20 thoughts on “How to Change the Bolt Browser’s User Agent

    • Wordpad works, or you can use any text editor like Textpad, Notepad++, Notetab Lite. Avoid Windows Notepad as it will run all the lines together making editing difficult.

  1. Another problem with opera mini is that the certificated jad is something of a mess – ie the info and the certs are sort of mixed together – this possibly a security precaution but it makes it difficult for basic and mid range phones to read. For instance, I can install Bolts dual certificated browser in my mid-range wp-s1 amoi but not om. However, even if I ‘tidy up’ oms’ jad it still won’t install – possibly because it breaches the said security? I feel a bug report coming on!

  2. Thanks for the info – I know something about Nokia’s but I didn’t know about the checksum in the certs – though I should have realised it. About opera minis’ user agent _ I noticed the jad doesn’t supply one nor is there one in the manifest, so I wonder how it supplies it – possibly on install? And, if one add-ended a ua to the jad, would that work? One wonders!

  3. Sorry, to make my experiment clear: I have installed one instance of Bolt with the Nexus One ua. I then edited the jar of a second Bolt to be named ‘Bolt iphone’, edited a signed jad with the said name and adjusted jar size and tried to install that alongside the first bolt but it said ‘authentication failed’, I tried different solutions but the only one so far that has succeeded is this:
    re-edit the manifest.mf as before ( you can use 7zip without unpacking ), re-edit the jad, including the new jar size, delete all certificates, save and install. You then have two (or more) instances of bolt with different user agents, unfortunately, only one of which is signed.
    Sorry for the longueurs, Dennis – maybe someone could solve the signing issue?

    • The signature, which is stored in the jad, contains an encrypted checksum based on the contents of the jar. If you modify the jar the checksum is no longer correct and the signed app validation fails.

      The solution would be to re-sign the app after changing the jar. To do that would need a Verisign or Thawte code signing certificate, which requires verification as business developing Java apps costs about $500.

      There are ways around this on some phones. Most older Symbian phones and certain older Motorola GSM and Motorola and Samasung CDMA feature phones can be hacked to treat unsigned apps as though they were signed. On some Sony Ericsson phones you can install a Halmer root certificate and then sign the app with a Halmer code signing certificate. The Halmer certificates are free.

  4. Forgot to say, you must adjust jar-size in the (unsigned) jad but this still doesn’t help with signed jads – must be something to do with the certificates?

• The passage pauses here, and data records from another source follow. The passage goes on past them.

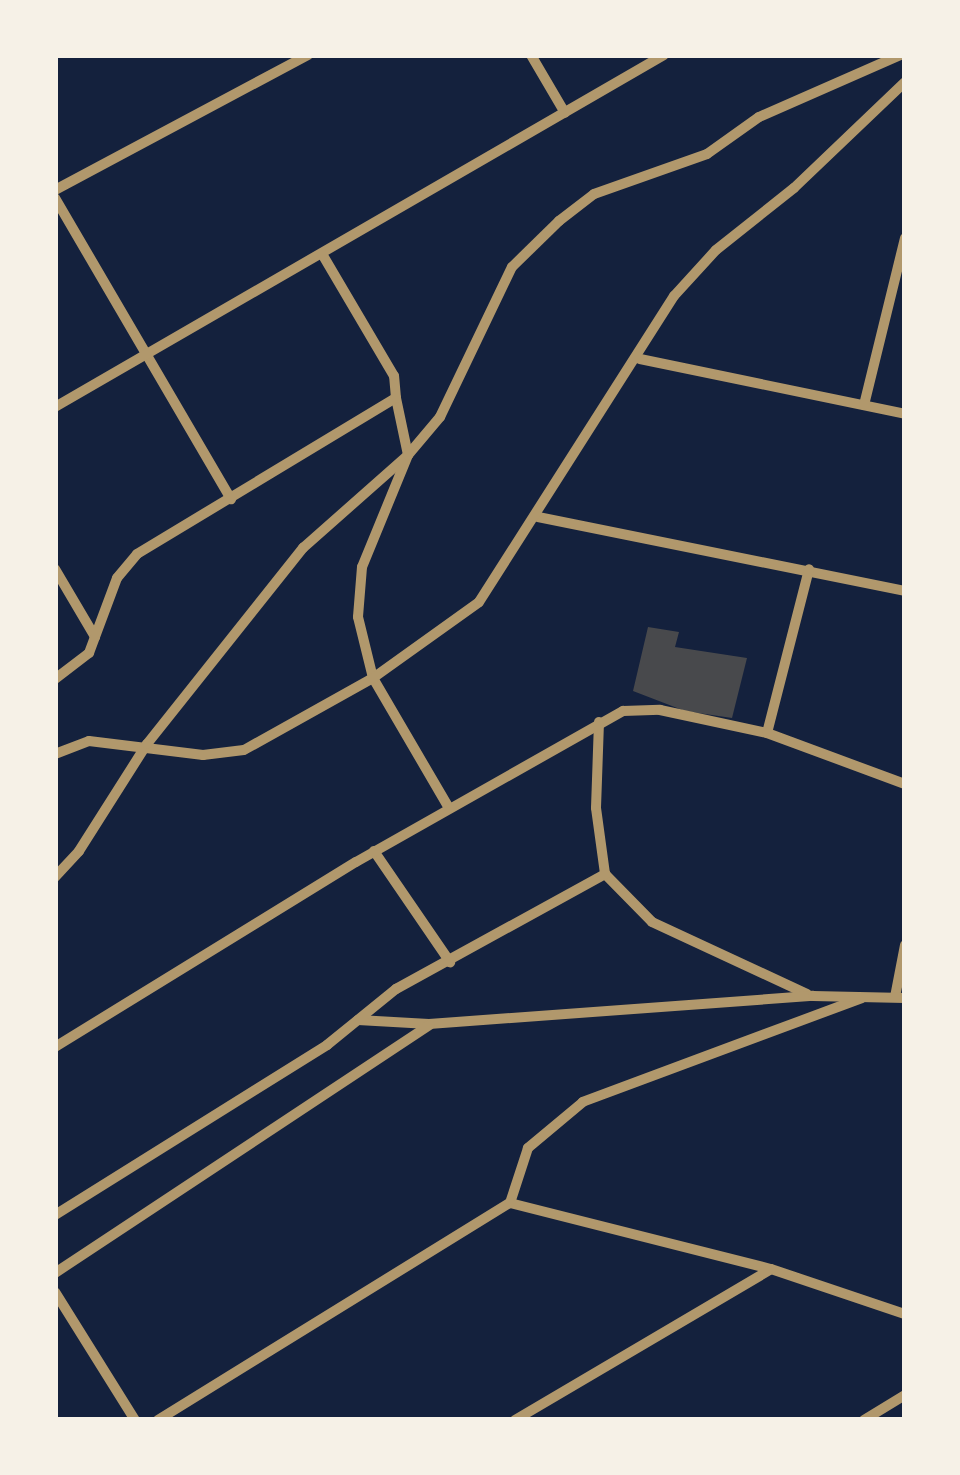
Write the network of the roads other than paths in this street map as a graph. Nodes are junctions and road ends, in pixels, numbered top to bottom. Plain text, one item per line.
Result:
1 (308, 55) edge
2 (531, 55) edge
3 (664, 55) edge
4 (900, 55) edge
5 (905, 82) edge
6 (565, 114) junction
7 (55, 190) edge
8 (55, 198) edge
9 (905, 238) edge
10 (322, 254) junction
11 (148, 355) junction
12 (640, 359) junction
13 (396, 398) junction
14 (55, 406) edge
15 (864, 406) junction
16 (905, 414) edge
17 (408, 455) junction
18 (231, 499) junction
19 (538, 517) junction
20 (55, 569) edge
21 (809, 569) junction
22 (905, 591) edge
23 (95, 637) junction
24 (373, 678) junction
25 (55, 679) edge
26 (600, 722) junction
27 (768, 734) junction
28 (146, 744) junction
29 (55, 754) edge
30 (905, 784) edge
31 (449, 808) junction
32 (374, 852) junction
33 (605, 874) junction
34 (55, 878) edge
35 (905, 945) edge
36 (450, 962) junction
37 (813, 996) junction
38 (862, 998) junction
39 (900, 998) edge
40 (357, 1020) junction
41 (429, 1024) junction
42 (55, 1048) edge
43 (510, 1203) junction
44 (55, 1215) edge
45 (771, 1270) junction
46 (55, 1274) edge
47 (55, 1292) edge
48 (905, 1314) edge
49 (905, 1396) edge
50 (136, 1420) edge
51 (158, 1420) edge
52 (515, 1420) edge
53 (864, 1420) edge

1 - 7 street
2 - 6 street
3 - 6 street
4 - 17 street
5 - 12 street
6 - 10 street
8 - 11 street
9 - 15 street
10 - 11 street
10 - 13 street
11 - 14 street
11 - 18 street
12 - 15 street
12 - 19 street
13 - 17 street
13 - 18 street
15 - 16 street
17 - 24 street
17 - 28 street
18 - 23 street
19 - 21 street
19 - 24 street
20 - 23 street
21 - 22 street
21 - 27 street
23 - 25 street
24 - 28 street
24 - 31 street
26 - 27 street
26 - 31 street
26 - 33 street
27 - 30 street
28 - 29 street
28 - 34 street
31 - 32 street
32 - 36 street
32 - 42 street
33 - 36 street
33 - 37 street
35 - 39 street
36 - 40 street
37 - 38 street
37 - 41 street
38 - 39 street
38 - 43 street
40 - 41 street
40 - 44 street
41 - 46 street
43 - 45 street
43 - 51 street
45 - 48 street
45 - 52 street
47 - 50 street
49 - 53 street

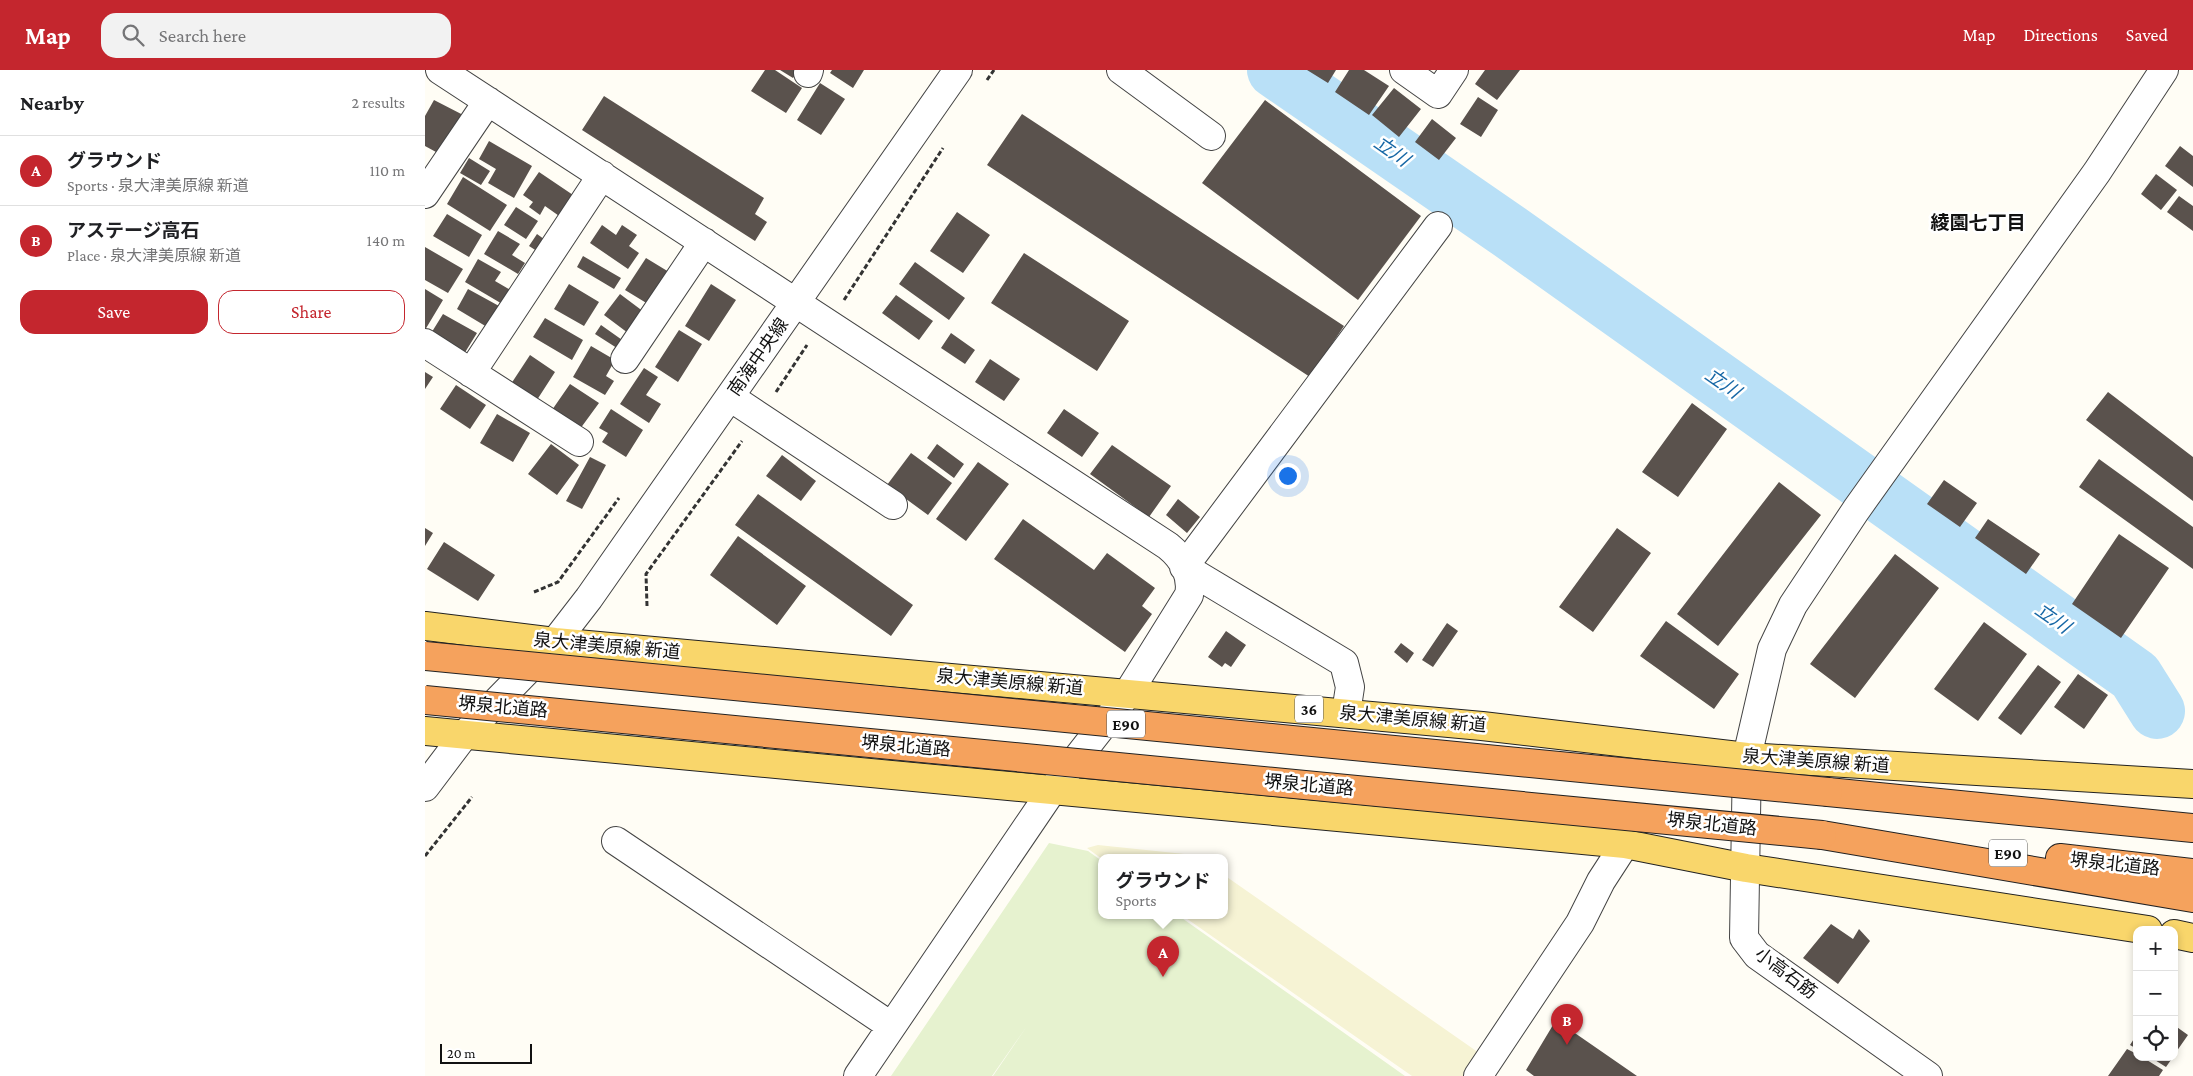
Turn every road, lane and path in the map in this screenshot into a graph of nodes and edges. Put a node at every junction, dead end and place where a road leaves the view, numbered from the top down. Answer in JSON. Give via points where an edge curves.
{"nodes":[{"id":1,"x":440,"y":70,"type":"edge"},
{"id":2,"x":957,"y":70,"type":"edge"},
{"id":3,"x":1121,"y":70,"type":"edge"},
{"id":4,"x":1404,"y":70,"type":"edge"},
{"id":5,"x":1454,"y":70,"type":"edge"},
{"id":6,"x":2164,"y":70,"type":"edge"},
{"id":7,"x":488,"y":101,"type":"junction"},
{"id":8,"x":1211,"y":136,"type":"dead end"},
{"id":9,"x":602,"y":175,"type":"junction"},
{"id":10,"x":425,"y":194,"type":"edge"},
{"id":11,"x":1439,"y":226,"type":"dead end"},
{"id":12,"x":704,"y":242,"type":"junction"},
{"id":13,"x":797,"y":303,"type":"junction"},
{"id":14,"x":425,"y":343,"type":"edge"},
{"id":15,"x":625,"y":359,"type":"dead end"},
{"id":16,"x":471,"y":373,"type":"junction"},
{"id":17,"x":730,"y":397,"type":"junction"},
{"id":18,"x":579,"y":442,"type":"dead end"},
{"id":19,"x":893,"y":505,"type":"dead end"},
{"id":20,"x":1185,"y":567,"type":"junction"},
{"id":21,"x":425,"y":626,"type":"edge"},
{"id":22,"x":555,"y":642,"type":"junction"},
{"id":23,"x":425,"y":656,"type":"edge"},
{"id":24,"x":1127,"y":692,"type":"junction"},
{"id":25,"x":425,"y":700,"type":"edge"},
{"id":26,"x":1347,"y":713,"type":"junction"},
{"id":27,"x":425,"y":731,"type":"edge"},
{"id":28,"x":465,"y":734,"type":"junction"},
{"id":29,"x":1747,"y":757,"type":"junction"},
{"id":30,"x":2193,"y":784,"type":"edge"},
{"id":31,"x":425,"y":787,"type":"edge"},
{"id":32,"x":1053,"y":790,"type":"junction"},
{"id":33,"x":1827,"y":792,"type":"junction"},
{"id":34,"x":472,"y":797,"type":"dead end"},
{"id":35,"x":2193,"y":811,"type":"edge"},
{"id":36,"x":2193,"y":828,"type":"edge"},
{"id":37,"x":1822,"y":835,"type":"junction"},
{"id":38,"x":616,"y":840,"type":"dead end"},
{"id":39,"x":1625,"y":844,"type":"junction"},
{"id":40,"x":425,"y":856,"type":"edge"},
{"id":41,"x":1746,"y":868,"type":"junction"},
{"id":42,"x":2193,"y":873,"type":"edge"},
{"id":43,"x":2193,"y":898,"type":"edge"},
{"id":44,"x":2133,"y":928,"type":"edge"},
{"id":45,"x":2178,"y":935,"type":"edge"},
{"id":46,"x":2193,"y":938,"type":"edge"},
{"id":47,"x":891,"y":1026,"type":"junction"},
{"id":48,"x":858,"y":1076,"type":"edge"},
{"id":49,"x":1478,"y":1076,"type":"edge"},
{"id":50,"x":1928,"y":1076,"type":"edge"}],
"edges":[{"from":1,"to":7,"type":"street"},
{"from":2,"to":13,"type":"street","name":"南海中央線"},
{"from":3,"to":8,"type":"street"},
{"from":4,"to":5,"type":"street","via":[[1438,94]]},
{"from":6,"to":29,"type":"street","name":"小高石筋","via":[[2097,172],[1856,510],[1793,605],[1772,649]]},
{"from":7,"to":9,"type":"street"},
{"from":7,"to":10,"type":"street"},
{"from":9,"to":12,"type":"street"},
{"from":9,"to":16,"type":"street"},
{"from":11,"to":20,"type":"street"},
{"from":12,"to":13,"type":"street"},
{"from":12,"to":15,"type":"street"},
{"from":13,"to":17,"type":"street","name":"南海中央線"},
{"from":13,"to":20,"type":"street","via":[[1168,546],[1179,555]]},
{"from":14,"to":16,"type":"street"},
{"from":16,"to":18,"type":"street"},
{"from":17,"to":19,"type":"street"},
{"from":17,"to":22,"type":"street","name":"南海中央線"},
{"from":20,"to":24,"type":"street","via":[[1191,582],[1189,595]]},
{"from":20,"to":26,"type":"street","via":[[1344,663],[1350,687]]},
{"from":21,"to":22,"type":"main road","name":"泉大津美原線 新道","number":"36"},
{"from":22,"to":24,"type":"main road","name":"泉大津美原線 新道","number":"36"},
{"from":22,"to":28,"type":"street","name":"南海中央線"},
{"from":23,"to":33,"type":"highway","number":"E90","bridge":true},
{"from":24,"to":26,"type":"main road","name":"泉大津美原線 新道","number":"36"},
{"from":24,"to":32,"type":"street"},
{"from":25,"to":37,"type":"highway","name":"堺泉北道路","number":"E90","bridge":true},
{"from":26,"to":29,"type":"main road","name":"泉大津美原線 新道","number":"36"},
{"from":27,"to":28,"type":"main road"},
{"from":28,"to":31,"type":"street"},
{"from":28,"to":32,"type":"main road"},
{"from":29,"to":30,"type":"main road","name":"泉大津美原線 新道","number":"36"},
{"from":29,"to":41,"type":"street","name":"小高石筋"},
{"from":32,"to":39,"type":"main road"},
{"from":32,"to":47,"type":"street"},
{"from":33,"to":35,"type":"highway"},
{"from":33,"to":36,"type":"highway","number":"E90"},
{"from":34,"to":40,"type":"path"},
{"from":37,"to":42,"type":"highway","name":"堺泉北道路","number":"E90"},
{"from":37,"to":43,"type":"highway"},
{"from":38,"to":47,"type":"street"},
{"from":39,"to":41,"type":"main road"},
{"from":39,"to":49,"type":"street","via":[[1601,881],[1580,923]]},
{"from":41,"to":44,"type":"main road"},
{"from":41,"to":50,"type":"street","name":"小高石筋","via":[[1744,938],[1757,955]]},
{"from":45,"to":46,"type":"main road"},
{"from":47,"to":48,"type":"street"}]}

  5. Yes and no. I managed to install jar only renamed Bolt iphone, with iphone ua, but can’t use (signed) jad – say’s authentication failed! Still, now have two instance of Bolt, a nexus one ua signed and an iphone ua, unsigned. Useful!?

  6. Actually, I’ve just thought, if one renames the bolt.jar in the manner of om 4.2, one could have multiple instances with different user agents of bolt, no?!

  7. Thanks for the tip, Dennis. I’m trying out the nexus one ua in bolt, which is:
    Mozilla/5.0 (Linux; U; Android 2.1; en-us; Nexus One Build/ERD62) AppleWebKit/530.17 (KHTML, like Gecko) Version/4.0 Mobile Safari/530.17
    And it seems to show some sites better than iphone ua, even though everyone (ie Americans!) is designing for that damned phone!

  8. Article above makes perfect sense, but im really only leaving a comment here becuase I wanted to say well played on your portal list. Ive been wondering if anyone would ever go ahead and list a decent amount of portals out there, and then I find this with 2d barcodes attached! Ill be using this one! thanks to you guys for the great job!